By David Wojick
In my last Wyoming wind power article I noted a National Audubon Society warning that the growing masses of wind farms could be “population sinks” for golden eagles. This means that many eagles will be attracted to them, to then be killed by them. See my article here.
Digging into the scientific literature I found that this is a well recognized wildlife management issue. It usually goes by the name “ecological trap.” Since being trapped means being killed I think ecological death trap is more appropriate.
In fact Wyoming wind power is a double death trap for golden eagles. First, as Audubon says, when the local eagles are killed this creates a sparsely populated area which other eagles will then come into. Eagles like most birds try to spread out, probably to maintain the local food supply for their hatchlings. These new eagles are then also killed and the cycle is repeated in a true death spiral.
In addition wind farms kill a lot of other birds as well as a huge number of bats. Golden eagles are scavengers so they are attracted by this abundant food supply. In fact being struck by cars while eating road kill is a major cause of golden eagle death.
Ecological death traps are not new science so the Federal and State Wyoming wildlife managers must know about them. To give you the flavor of the science, below are two quotes from a 2002 literature review article entitled “Ecological and evolutionary traps” available here.
“Deterministic models have shown that, as one might expect, when there are major differences in quality between habitats and population sizes are small, behavioral preferences for the habitats that yield no net reproduction (habitat ‘sinks’) can lead to population extinction. More surprisingly, this result appears to hold true even when patches of poor habitat represent a relatively small proportion of the entire landscape. Thus, alteration of only a fraction of the habitat in such a way that the decision-making rules of an organism no longer yield adaptive outcomes can result in the demise of the whole population if the preferences of individuals are strong enough.”
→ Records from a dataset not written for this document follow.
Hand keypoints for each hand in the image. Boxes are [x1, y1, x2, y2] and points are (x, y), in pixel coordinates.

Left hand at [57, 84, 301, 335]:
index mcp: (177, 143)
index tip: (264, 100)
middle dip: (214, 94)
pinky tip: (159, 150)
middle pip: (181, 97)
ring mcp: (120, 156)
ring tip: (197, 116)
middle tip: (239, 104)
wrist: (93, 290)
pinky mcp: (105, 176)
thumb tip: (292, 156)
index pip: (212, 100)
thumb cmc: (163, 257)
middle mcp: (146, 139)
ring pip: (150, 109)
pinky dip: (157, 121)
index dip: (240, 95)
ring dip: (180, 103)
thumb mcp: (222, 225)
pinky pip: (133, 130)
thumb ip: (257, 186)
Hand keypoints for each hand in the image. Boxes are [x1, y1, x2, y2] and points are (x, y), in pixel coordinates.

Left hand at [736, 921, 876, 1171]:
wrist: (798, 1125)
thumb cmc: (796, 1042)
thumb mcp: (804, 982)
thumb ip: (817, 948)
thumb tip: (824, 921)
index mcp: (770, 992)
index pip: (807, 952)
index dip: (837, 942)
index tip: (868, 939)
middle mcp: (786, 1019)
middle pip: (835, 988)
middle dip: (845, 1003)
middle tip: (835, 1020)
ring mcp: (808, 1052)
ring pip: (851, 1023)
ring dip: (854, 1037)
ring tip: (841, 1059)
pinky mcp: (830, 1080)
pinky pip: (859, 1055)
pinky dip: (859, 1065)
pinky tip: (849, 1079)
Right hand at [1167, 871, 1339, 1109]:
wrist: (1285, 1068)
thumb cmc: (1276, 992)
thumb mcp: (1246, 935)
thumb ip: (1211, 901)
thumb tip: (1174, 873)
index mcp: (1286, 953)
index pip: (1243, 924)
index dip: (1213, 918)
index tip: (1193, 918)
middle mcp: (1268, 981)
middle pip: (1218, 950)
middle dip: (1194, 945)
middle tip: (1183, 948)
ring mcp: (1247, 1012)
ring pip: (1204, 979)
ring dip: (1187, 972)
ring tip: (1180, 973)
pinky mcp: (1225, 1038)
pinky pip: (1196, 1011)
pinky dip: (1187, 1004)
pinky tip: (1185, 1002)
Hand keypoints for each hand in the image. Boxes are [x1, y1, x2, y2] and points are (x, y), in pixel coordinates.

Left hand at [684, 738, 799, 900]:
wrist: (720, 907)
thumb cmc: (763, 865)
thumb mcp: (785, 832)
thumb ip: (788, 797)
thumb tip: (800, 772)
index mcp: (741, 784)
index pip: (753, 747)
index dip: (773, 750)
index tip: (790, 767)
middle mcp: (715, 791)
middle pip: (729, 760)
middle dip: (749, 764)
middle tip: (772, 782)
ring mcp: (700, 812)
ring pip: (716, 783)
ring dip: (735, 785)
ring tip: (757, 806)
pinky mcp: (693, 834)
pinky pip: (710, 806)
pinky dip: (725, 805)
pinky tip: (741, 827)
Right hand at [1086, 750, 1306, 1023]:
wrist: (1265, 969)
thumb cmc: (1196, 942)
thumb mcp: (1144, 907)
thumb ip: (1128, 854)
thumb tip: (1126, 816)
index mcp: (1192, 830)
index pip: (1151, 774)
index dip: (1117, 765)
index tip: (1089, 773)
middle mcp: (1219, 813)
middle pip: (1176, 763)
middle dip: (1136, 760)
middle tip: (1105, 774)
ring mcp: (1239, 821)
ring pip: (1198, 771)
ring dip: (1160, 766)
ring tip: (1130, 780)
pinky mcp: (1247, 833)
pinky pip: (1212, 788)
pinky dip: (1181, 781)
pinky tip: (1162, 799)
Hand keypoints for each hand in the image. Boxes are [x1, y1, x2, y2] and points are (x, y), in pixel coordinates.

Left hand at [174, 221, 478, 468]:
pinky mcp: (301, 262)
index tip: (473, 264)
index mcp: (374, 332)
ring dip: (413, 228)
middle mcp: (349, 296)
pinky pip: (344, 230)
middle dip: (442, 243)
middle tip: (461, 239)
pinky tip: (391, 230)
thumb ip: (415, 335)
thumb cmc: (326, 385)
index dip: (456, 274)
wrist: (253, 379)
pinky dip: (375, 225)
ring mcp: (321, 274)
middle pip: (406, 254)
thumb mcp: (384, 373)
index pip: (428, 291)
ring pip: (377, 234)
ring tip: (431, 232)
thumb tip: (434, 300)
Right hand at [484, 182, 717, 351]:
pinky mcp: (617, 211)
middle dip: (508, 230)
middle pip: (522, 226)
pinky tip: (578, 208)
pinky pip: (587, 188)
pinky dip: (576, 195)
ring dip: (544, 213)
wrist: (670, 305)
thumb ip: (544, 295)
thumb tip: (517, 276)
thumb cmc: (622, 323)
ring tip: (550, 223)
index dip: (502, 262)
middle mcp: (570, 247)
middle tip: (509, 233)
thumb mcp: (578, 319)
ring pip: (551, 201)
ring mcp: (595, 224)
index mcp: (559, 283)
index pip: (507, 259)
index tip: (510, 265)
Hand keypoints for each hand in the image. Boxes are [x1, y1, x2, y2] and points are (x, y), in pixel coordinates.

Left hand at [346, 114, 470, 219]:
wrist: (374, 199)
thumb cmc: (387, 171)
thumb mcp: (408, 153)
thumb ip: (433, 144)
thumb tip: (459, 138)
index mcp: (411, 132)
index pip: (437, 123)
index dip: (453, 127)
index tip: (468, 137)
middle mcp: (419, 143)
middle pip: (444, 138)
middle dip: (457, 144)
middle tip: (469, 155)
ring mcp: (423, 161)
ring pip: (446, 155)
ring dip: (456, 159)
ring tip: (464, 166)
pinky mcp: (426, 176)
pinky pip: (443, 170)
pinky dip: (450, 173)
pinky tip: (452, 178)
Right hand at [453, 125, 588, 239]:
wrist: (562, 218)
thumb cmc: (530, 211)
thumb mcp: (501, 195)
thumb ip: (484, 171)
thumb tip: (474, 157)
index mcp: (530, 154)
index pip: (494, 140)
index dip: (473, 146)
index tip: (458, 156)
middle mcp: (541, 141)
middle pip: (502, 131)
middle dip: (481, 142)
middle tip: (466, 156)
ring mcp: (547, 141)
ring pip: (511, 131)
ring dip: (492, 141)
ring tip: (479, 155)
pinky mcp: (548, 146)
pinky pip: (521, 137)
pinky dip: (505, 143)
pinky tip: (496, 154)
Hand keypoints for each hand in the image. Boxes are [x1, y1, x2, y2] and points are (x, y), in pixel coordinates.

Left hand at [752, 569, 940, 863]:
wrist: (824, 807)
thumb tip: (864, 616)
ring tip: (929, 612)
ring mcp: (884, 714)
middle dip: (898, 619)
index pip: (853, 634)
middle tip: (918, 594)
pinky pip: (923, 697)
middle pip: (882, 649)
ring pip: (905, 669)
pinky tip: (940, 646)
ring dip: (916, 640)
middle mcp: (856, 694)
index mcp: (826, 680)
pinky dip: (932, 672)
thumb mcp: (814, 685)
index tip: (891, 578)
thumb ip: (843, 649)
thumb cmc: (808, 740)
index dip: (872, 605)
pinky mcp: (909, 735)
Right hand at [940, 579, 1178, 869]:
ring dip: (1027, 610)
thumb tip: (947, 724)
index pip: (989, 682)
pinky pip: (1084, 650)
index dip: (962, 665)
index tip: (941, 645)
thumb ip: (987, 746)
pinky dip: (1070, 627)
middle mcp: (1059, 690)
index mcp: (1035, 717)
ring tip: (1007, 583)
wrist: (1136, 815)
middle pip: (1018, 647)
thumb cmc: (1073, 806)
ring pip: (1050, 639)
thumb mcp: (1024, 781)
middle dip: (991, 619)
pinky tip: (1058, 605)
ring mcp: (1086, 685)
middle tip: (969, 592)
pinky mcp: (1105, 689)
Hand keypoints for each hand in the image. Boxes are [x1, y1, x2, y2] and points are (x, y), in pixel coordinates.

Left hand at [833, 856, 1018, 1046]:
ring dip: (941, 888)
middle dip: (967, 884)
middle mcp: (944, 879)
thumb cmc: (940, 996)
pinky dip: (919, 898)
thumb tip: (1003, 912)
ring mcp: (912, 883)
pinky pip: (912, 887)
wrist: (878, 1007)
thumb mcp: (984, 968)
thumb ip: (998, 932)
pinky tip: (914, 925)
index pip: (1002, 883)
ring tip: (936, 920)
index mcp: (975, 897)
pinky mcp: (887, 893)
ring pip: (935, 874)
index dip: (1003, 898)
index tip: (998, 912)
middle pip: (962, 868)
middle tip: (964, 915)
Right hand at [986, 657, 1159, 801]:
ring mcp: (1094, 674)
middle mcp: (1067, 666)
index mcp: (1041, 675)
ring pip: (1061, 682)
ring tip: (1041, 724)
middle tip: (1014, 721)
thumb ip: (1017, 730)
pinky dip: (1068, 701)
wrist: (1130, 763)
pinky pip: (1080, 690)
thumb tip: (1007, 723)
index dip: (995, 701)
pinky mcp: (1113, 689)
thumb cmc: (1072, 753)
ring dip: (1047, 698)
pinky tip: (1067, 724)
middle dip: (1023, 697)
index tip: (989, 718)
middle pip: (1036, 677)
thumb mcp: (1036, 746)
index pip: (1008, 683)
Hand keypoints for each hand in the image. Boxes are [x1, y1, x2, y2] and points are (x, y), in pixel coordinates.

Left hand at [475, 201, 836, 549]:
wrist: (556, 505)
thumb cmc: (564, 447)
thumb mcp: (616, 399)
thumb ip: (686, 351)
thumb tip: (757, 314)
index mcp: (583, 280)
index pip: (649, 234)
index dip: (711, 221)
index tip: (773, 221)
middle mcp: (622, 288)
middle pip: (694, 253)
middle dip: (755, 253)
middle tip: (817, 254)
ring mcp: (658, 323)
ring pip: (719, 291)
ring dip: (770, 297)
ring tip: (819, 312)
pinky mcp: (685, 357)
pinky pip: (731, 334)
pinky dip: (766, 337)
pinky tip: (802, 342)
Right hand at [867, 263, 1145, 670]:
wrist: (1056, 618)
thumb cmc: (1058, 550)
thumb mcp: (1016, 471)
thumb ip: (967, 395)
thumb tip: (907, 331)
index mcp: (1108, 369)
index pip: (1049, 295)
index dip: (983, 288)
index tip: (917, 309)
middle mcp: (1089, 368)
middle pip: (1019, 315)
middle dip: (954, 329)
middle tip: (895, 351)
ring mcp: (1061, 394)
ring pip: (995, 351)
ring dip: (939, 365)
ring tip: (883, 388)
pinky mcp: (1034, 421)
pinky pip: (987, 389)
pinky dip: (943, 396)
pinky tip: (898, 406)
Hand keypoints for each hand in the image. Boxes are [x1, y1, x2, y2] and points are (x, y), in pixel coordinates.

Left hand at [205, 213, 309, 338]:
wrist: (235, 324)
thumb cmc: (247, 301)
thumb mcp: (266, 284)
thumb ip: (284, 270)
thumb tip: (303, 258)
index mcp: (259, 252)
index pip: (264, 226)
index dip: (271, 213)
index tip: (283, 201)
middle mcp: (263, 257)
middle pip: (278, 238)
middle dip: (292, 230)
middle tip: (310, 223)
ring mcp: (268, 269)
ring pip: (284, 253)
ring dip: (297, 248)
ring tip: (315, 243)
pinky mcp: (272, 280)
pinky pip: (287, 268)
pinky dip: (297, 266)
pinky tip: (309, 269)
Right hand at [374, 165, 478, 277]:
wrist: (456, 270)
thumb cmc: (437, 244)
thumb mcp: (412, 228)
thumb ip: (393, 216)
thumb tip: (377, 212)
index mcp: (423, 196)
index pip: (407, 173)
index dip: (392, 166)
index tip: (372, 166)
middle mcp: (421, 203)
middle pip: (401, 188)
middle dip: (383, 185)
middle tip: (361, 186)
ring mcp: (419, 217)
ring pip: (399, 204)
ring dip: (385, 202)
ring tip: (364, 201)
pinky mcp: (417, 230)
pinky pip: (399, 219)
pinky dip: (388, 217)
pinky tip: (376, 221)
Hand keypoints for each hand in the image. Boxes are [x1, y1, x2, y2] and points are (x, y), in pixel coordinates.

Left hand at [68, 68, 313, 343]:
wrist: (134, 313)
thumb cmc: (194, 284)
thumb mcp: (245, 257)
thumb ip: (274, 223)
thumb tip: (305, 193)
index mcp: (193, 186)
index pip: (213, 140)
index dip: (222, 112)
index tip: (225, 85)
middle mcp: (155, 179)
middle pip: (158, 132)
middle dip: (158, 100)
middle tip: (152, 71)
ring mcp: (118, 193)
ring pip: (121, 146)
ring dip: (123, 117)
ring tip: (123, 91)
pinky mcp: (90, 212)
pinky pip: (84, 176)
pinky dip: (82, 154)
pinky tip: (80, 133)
“Organisms often rely on environmental cues to make behavioral and life-history decisions. However, in environments that have been altered suddenly by humans, formerly reliable cues might no longer be associated with adaptive outcomes. In such cases, organisms can become ‘trapped’ by their evolutionary responses to the cues and experience reduced survival or reproduction. Ecological traps occur when organisms make poor habitat choices based on cues that correlated formerly with habitat quality. Ecological traps are part of a broader phenomenon, evolutionary traps, involving a dissociation between cues that organisms use to make any behavioral or life-history decision and outcomes normally associated with that decision. A trap can lead to extinction if a population falls below a critical size threshold before adaptation to the novel environment occurs. Conservation and management protocols must be designed in light of, rather than in spite of, the behavioral mechanisms and evolutionary history of populations and species to avoid ‘trapping’ them.”
Spacing out their nesting and scavenging for food are two deeply rooted survival instincts in golden eagles. Wind farms turn these survival skills into a death trap. Federal and State Wyoming wildlife and energy managers need to recognize this potentially catastrophic fact.
Wind power does more than kill the eagles that happen by; it repeatedly draws them in then kills them.